What does this have to do with Thanksgiving? Well ….
Thanksgiving = the giving of thanks. Giving of thanks to who you ask? Who else could we thank for having family, friends, and lots of food (and so many other things above and beyond what we need)? It would have to be God. Who else would it make sense to thank? No single person, not even both of my parents combined, are the sole source of all that is precious to me in my life. I could only thank them for certain things. But with one swift bow of my head, I can thank God for everything, knowing that if it wasn’t for his creative hand, I would not exist, much less have all the things I enjoy about life. It just happens to be that I live in the most free (as far as I can tell) and richest nation in the world, and grew up in a middle class family (i.e. not “poor”). If I was born, say, in northern China, I would probably not have been exposed to Christianity in the way I was here: maybe I would be a atheist.
So … what does this have to do with the story about me and my brother? Well …

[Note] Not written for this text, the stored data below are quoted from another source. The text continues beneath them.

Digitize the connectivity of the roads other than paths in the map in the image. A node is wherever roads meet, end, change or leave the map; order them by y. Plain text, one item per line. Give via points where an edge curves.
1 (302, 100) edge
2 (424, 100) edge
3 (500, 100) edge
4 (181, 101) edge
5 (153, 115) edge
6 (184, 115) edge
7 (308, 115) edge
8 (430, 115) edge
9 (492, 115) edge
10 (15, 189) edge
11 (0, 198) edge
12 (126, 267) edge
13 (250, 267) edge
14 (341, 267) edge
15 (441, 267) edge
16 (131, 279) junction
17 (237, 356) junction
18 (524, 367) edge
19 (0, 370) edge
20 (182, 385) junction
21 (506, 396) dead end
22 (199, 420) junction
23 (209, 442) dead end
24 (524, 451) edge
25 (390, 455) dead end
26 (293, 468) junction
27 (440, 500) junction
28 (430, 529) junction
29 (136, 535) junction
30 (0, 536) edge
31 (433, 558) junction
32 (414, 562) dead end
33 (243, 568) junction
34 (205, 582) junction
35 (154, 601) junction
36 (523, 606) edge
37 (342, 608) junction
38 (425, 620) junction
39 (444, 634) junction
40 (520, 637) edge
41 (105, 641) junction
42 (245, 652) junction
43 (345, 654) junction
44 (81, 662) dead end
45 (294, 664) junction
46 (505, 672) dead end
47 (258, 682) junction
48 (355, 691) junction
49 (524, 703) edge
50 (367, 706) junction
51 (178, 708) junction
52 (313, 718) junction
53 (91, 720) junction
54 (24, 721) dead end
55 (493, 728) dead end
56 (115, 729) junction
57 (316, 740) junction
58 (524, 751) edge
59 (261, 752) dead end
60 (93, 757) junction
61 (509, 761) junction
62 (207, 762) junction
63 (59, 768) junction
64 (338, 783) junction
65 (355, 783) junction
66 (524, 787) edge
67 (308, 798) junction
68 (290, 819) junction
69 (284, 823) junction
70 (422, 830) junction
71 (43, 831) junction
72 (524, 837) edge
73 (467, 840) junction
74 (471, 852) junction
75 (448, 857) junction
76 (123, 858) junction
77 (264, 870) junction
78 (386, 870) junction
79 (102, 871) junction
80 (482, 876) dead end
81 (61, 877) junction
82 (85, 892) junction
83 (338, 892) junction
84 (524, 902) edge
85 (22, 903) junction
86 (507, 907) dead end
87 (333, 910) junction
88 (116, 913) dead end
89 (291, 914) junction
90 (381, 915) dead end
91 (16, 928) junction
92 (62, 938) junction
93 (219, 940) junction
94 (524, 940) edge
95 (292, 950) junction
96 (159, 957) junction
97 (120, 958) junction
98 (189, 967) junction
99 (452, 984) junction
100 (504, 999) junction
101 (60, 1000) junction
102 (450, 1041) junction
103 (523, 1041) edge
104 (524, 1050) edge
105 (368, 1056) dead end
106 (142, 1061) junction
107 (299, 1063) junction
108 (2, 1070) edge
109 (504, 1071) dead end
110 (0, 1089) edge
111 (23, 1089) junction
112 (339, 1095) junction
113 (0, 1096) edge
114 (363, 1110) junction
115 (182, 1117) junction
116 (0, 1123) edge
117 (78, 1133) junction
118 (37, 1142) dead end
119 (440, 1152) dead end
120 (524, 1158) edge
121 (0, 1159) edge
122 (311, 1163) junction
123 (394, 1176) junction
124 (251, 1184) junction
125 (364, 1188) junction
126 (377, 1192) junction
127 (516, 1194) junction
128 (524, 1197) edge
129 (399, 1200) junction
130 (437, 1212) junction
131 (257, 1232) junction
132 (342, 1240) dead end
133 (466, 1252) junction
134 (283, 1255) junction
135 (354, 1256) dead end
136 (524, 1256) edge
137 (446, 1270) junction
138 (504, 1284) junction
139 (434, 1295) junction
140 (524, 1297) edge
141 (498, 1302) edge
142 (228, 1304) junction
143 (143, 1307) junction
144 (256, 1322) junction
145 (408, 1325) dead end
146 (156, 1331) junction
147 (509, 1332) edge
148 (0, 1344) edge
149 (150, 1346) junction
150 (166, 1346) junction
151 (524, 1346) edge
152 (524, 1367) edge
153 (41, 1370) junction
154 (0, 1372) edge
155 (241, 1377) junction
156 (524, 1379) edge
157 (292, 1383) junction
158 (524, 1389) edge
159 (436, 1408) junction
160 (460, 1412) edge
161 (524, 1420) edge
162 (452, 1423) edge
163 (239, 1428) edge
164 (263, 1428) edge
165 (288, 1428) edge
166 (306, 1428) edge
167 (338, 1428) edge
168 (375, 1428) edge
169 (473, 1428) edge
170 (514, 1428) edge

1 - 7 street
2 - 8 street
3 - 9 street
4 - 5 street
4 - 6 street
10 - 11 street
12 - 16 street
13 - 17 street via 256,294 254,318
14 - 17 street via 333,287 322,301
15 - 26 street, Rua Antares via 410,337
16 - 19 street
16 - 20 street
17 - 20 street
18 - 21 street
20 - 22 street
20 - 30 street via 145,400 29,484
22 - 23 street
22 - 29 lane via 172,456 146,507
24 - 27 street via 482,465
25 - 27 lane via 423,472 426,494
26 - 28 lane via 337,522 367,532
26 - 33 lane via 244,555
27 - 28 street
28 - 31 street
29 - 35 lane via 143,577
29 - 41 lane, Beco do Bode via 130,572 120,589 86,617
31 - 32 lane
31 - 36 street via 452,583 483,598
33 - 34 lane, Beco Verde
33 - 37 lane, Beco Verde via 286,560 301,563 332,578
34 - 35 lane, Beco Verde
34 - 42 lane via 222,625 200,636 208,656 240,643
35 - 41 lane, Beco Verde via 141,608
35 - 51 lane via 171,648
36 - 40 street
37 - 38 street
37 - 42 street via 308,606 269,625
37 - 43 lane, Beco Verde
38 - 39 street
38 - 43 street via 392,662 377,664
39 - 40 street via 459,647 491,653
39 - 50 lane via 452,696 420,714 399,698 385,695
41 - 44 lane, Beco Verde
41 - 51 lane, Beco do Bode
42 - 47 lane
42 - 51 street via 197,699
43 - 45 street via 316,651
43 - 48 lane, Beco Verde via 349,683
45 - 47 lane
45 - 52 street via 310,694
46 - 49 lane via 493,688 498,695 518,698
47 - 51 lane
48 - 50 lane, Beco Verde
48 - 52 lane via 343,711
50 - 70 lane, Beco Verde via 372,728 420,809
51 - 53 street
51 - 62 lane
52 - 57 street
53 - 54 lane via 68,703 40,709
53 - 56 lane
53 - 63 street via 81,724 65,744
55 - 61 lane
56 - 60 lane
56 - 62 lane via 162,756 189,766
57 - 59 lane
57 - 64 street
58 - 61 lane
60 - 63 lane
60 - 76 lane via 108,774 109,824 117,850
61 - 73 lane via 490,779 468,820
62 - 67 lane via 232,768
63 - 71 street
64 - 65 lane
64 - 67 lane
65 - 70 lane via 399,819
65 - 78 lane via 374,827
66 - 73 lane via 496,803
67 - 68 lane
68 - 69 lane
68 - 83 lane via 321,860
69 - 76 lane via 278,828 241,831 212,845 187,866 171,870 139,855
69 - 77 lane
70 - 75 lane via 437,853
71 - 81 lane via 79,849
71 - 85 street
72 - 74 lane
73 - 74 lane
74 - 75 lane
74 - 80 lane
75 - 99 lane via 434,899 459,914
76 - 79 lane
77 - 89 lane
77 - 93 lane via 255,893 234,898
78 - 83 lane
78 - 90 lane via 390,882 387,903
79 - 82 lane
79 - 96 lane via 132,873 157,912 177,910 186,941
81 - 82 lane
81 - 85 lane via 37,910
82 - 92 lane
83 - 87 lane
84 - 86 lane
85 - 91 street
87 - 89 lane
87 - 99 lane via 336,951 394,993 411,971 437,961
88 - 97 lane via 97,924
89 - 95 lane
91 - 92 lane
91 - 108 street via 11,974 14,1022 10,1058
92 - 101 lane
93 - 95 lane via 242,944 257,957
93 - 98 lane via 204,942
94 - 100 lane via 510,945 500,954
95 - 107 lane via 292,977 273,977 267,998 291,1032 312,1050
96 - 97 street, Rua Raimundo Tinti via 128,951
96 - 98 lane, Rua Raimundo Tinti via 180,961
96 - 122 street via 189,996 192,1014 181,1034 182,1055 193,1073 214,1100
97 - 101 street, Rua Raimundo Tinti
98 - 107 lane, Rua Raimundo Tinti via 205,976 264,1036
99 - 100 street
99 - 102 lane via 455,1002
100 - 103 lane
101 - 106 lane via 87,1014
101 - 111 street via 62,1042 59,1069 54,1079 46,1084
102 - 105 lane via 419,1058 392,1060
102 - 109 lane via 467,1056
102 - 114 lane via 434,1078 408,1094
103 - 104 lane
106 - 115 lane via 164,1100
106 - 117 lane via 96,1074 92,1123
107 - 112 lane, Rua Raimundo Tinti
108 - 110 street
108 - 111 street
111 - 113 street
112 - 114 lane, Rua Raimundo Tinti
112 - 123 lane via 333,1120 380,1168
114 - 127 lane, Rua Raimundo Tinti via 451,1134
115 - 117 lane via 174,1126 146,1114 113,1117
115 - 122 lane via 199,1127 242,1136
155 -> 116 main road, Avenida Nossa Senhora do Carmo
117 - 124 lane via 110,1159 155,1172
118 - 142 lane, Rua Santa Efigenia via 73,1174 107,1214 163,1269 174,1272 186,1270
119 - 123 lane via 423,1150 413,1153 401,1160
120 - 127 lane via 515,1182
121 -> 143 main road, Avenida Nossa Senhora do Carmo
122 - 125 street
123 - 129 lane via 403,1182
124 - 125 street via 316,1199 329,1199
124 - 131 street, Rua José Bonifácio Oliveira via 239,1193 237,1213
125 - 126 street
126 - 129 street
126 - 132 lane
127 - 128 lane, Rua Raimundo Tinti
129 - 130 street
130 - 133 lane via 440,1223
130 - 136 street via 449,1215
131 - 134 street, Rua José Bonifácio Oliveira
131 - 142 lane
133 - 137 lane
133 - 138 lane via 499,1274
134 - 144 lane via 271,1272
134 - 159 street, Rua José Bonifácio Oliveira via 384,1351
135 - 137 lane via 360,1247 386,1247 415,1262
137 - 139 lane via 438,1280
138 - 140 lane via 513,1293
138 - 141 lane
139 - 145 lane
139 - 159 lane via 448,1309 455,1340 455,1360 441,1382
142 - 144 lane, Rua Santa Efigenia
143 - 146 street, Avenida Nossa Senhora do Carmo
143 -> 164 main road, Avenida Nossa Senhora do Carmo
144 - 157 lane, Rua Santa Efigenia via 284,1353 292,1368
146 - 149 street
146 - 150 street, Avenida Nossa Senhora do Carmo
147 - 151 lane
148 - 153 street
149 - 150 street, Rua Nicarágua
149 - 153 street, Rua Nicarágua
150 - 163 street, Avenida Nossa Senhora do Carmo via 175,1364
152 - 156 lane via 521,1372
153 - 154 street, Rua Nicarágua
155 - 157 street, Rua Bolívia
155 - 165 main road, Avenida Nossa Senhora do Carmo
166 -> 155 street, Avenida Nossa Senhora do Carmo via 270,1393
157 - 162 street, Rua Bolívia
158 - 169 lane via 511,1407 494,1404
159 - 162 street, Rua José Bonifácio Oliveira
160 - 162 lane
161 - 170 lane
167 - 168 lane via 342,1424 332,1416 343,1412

Giving thanks with your lips is one thing. Giving thanks from your heart is another. Just like you can say “I’m sorry” and not mean it, or hug someone even while you are hating their guts, so you can “give thanks” on Thanksgiving, and not really mean it. You can go through all the motions with your family and still not feel very thankful. Giving thanks to God without actually being grateful is something like telling your brother you are sorry for calling him a @#$*%, then as soon as you are out of the sight of your parents, calling him a @#$*% all over again and laughing about it. When we are young, we give apologies when we don’t really feel sorry because it’s expected of us from our parents. When we get older, we can give thanks when we don’t really feel very thankful (if at all) because it’s expected of us from our culture.
This Thanksgiving, I hope you don’t find that the corporate prayer moment where your family pauses to pray to God before the meal as the “awkward moment” of the holidays when everybody goes through the motions of thanking God even though they don’t really feel very thankful. Thanksgiving, without a focus on God, is likely to have only a miniscule chance of engendering a heightened sense of gratitude in our hearts for all we have. How thankful a person is always can be seen best in his or her actions. Are we thankful for our life? Then let’s not do things that destroy it. Are we thankful for our salvation? Then lets not do things that hinder our walk with Christ. Are we thankful for our religious freedom? Then let’s make the most of it for Christ and reach out to those who need the love of God. Are we thankful for the abundance of food we have? Then let’s not become gluttons and overeat. Are we thankful for our wives and/or husbands? Then lets treat our spouses with more patience and forgiveness. Are we thankful for God’s grace? Then let’s show lots of grace to others.